- **Assignment**
Would you repeat all the lines below, exactly as they stand?
[Opening The data section]
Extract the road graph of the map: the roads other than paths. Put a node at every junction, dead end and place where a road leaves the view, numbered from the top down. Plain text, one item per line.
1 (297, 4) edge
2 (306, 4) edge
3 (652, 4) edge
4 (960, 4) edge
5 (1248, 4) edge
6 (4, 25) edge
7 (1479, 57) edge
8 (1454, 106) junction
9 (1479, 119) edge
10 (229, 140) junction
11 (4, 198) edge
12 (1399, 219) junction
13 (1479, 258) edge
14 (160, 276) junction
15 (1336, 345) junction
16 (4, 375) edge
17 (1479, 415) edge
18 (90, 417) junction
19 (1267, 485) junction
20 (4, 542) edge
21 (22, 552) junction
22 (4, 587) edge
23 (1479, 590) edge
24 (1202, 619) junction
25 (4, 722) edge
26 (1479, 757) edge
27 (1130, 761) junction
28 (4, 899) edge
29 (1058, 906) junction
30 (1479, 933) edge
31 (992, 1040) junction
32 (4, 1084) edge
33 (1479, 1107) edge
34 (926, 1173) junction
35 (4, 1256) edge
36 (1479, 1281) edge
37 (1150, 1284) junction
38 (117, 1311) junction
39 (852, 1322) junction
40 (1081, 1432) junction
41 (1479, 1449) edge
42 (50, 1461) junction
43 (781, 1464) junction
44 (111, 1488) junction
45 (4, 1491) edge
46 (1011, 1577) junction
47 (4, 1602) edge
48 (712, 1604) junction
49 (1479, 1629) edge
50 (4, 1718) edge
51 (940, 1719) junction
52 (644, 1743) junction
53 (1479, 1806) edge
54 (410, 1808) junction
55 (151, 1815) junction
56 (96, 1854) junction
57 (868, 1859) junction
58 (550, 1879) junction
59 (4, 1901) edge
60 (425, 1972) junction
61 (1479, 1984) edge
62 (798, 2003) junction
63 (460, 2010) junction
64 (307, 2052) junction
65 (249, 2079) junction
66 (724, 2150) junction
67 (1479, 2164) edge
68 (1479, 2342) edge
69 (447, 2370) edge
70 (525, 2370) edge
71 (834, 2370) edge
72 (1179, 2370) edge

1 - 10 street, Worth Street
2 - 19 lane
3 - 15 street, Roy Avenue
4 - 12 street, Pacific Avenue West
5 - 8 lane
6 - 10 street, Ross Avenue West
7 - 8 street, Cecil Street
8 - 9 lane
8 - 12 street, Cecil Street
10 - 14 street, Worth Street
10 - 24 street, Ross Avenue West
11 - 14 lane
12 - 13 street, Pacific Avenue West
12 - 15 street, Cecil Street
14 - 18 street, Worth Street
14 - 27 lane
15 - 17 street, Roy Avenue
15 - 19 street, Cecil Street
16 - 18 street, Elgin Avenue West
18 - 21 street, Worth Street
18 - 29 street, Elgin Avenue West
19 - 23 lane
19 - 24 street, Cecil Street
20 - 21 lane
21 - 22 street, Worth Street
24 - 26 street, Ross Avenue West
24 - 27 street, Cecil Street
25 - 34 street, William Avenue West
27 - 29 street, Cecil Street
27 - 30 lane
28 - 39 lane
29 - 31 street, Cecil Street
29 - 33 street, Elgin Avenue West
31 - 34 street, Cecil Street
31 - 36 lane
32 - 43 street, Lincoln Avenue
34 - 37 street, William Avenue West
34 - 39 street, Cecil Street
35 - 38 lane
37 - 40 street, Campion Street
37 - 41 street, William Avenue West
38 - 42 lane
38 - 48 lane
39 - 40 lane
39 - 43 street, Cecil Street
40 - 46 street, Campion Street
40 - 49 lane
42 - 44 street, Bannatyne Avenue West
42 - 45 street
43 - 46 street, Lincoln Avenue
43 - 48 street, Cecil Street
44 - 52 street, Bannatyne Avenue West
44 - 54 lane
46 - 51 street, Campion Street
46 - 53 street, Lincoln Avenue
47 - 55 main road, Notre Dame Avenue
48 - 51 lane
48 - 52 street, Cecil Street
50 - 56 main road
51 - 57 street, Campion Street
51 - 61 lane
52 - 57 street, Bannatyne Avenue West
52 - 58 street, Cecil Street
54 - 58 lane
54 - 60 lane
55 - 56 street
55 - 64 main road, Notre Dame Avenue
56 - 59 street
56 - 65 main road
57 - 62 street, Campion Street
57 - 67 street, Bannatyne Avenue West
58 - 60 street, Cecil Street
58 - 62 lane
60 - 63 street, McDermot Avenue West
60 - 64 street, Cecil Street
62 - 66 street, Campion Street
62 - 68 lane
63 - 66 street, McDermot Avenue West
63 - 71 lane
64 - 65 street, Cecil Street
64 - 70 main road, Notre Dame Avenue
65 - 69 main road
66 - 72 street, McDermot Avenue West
[Closing The data section]
- **Response below**
Extract the road graph of the map: the roads other than paths. Put a node at every junction, dead end and place where a road leaves the view, numbered from the top down. Plain text, one item per line.
1 (297, 4) edge
2 (306, 4) edge
3 (652, 4) edge
4 (960, 4) edge
5 (1248, 4) edge
6 (4, 25) edge
7 (1479, 57) edge
8 (1454, 106) junction
9 (1479, 119) edge
10 (229, 140) junction
11 (4, 198) edge
12 (1399, 219) junction
13 (1479, 258) edge
14 (160, 276) junction
15 (1336, 345) junction
16 (4, 375) edge
17 (1479, 415) edge
18 (90, 417) junction
19 (1267, 485) junction
20 (4, 542) edge
21 (22, 552) junction
22 (4, 587) edge
23 (1479, 590) edge
24 (1202, 619) junction
25 (4, 722) edge
26 (1479, 757) edge
27 (1130, 761) junction
28 (4, 899) edge
29 (1058, 906) junction
30 (1479, 933) edge
31 (992, 1040) junction
32 (4, 1084) edge
33 (1479, 1107) edge
34 (926, 1173) junction
35 (4, 1256) edge
36 (1479, 1281) edge
37 (1150, 1284) junction
38 (117, 1311) junction
39 (852, 1322) junction
40 (1081, 1432) junction
41 (1479, 1449) edge
42 (50, 1461) junction
43 (781, 1464) junction
44 (111, 1488) junction
45 (4, 1491) edge
46 (1011, 1577) junction
47 (4, 1602) edge
48 (712, 1604) junction
49 (1479, 1629) edge
50 (4, 1718) edge
51 (940, 1719) junction
52 (644, 1743) junction
53 (1479, 1806) edge
54 (410, 1808) junction
55 (151, 1815) junction
56 (96, 1854) junction
57 (868, 1859) junction
58 (550, 1879) junction
59 (4, 1901) edge
60 (425, 1972) junction
61 (1479, 1984) edge
62 (798, 2003) junction
63 (460, 2010) junction
64 (307, 2052) junction
65 (249, 2079) junction
66 (724, 2150) junction
67 (1479, 2164) edge
68 (1479, 2342) edge
69 (447, 2370) edge
70 (525, 2370) edge
71 (834, 2370) edge
72 (1179, 2370) edge

1 - 10 street, Worth Street
2 - 19 lane
3 - 15 street, Roy Avenue
4 - 12 street, Pacific Avenue West
5 - 8 lane
6 - 10 street, Ross Avenue West
7 - 8 street, Cecil Street
8 - 9 lane
8 - 12 street, Cecil Street
10 - 14 street, Worth Street
10 - 24 street, Ross Avenue West
11 - 14 lane
12 - 13 street, Pacific Avenue West
12 - 15 street, Cecil Street
14 - 18 street, Worth Street
14 - 27 lane
15 - 17 street, Roy Avenue
15 - 19 street, Cecil Street
16 - 18 street, Elgin Avenue West
18 - 21 street, Worth Street
18 - 29 street, Elgin Avenue West
19 - 23 lane
19 - 24 street, Cecil Street
20 - 21 lane
21 - 22 street, Worth Street
24 - 26 street, Ross Avenue West
24 - 27 street, Cecil Street
25 - 34 street, William Avenue West
27 - 29 street, Cecil Street
27 - 30 lane
28 - 39 lane
29 - 31 street, Cecil Street
29 - 33 street, Elgin Avenue West
31 - 34 street, Cecil Street
31 - 36 lane
32 - 43 street, Lincoln Avenue
34 - 37 street, William Avenue West
34 - 39 street, Cecil Street
35 - 38 lane
37 - 40 street, Campion Street
37 - 41 street, William Avenue West
38 - 42 lane
38 - 48 lane
39 - 40 lane
39 - 43 street, Cecil Street
40 - 46 street, Campion Street
40 - 49 lane
42 - 44 street, Bannatyne Avenue West
42 - 45 street
43 - 46 street, Lincoln Avenue
43 - 48 street, Cecil Street
44 - 52 street, Bannatyne Avenue West
44 - 54 lane
46 - 51 street, Campion Street
46 - 53 street, Lincoln Avenue
47 - 55 main road, Notre Dame Avenue
48 - 51 lane
48 - 52 street, Cecil Street
50 - 56 main road
51 - 57 street, Campion Street
51 - 61 lane
52 - 57 street, Bannatyne Avenue West
52 - 58 street, Cecil Street
54 - 58 lane
54 - 60 lane
55 - 56 street
55 - 64 main road, Notre Dame Avenue
56 - 59 street
56 - 65 main road
57 - 62 street, Campion Street
57 - 67 street, Bannatyne Avenue West
58 - 60 street, Cecil Street
58 - 62 lane
60 - 63 street, McDermot Avenue West
60 - 64 street, Cecil Street
62 - 66 street, Campion Street
62 - 68 lane
63 - 66 street, McDermot Avenue West
63 - 71 lane
64 - 65 street, Cecil Street
64 - 70 main road, Notre Dame Avenue
65 - 69 main road
66 - 72 street, McDermot Avenue West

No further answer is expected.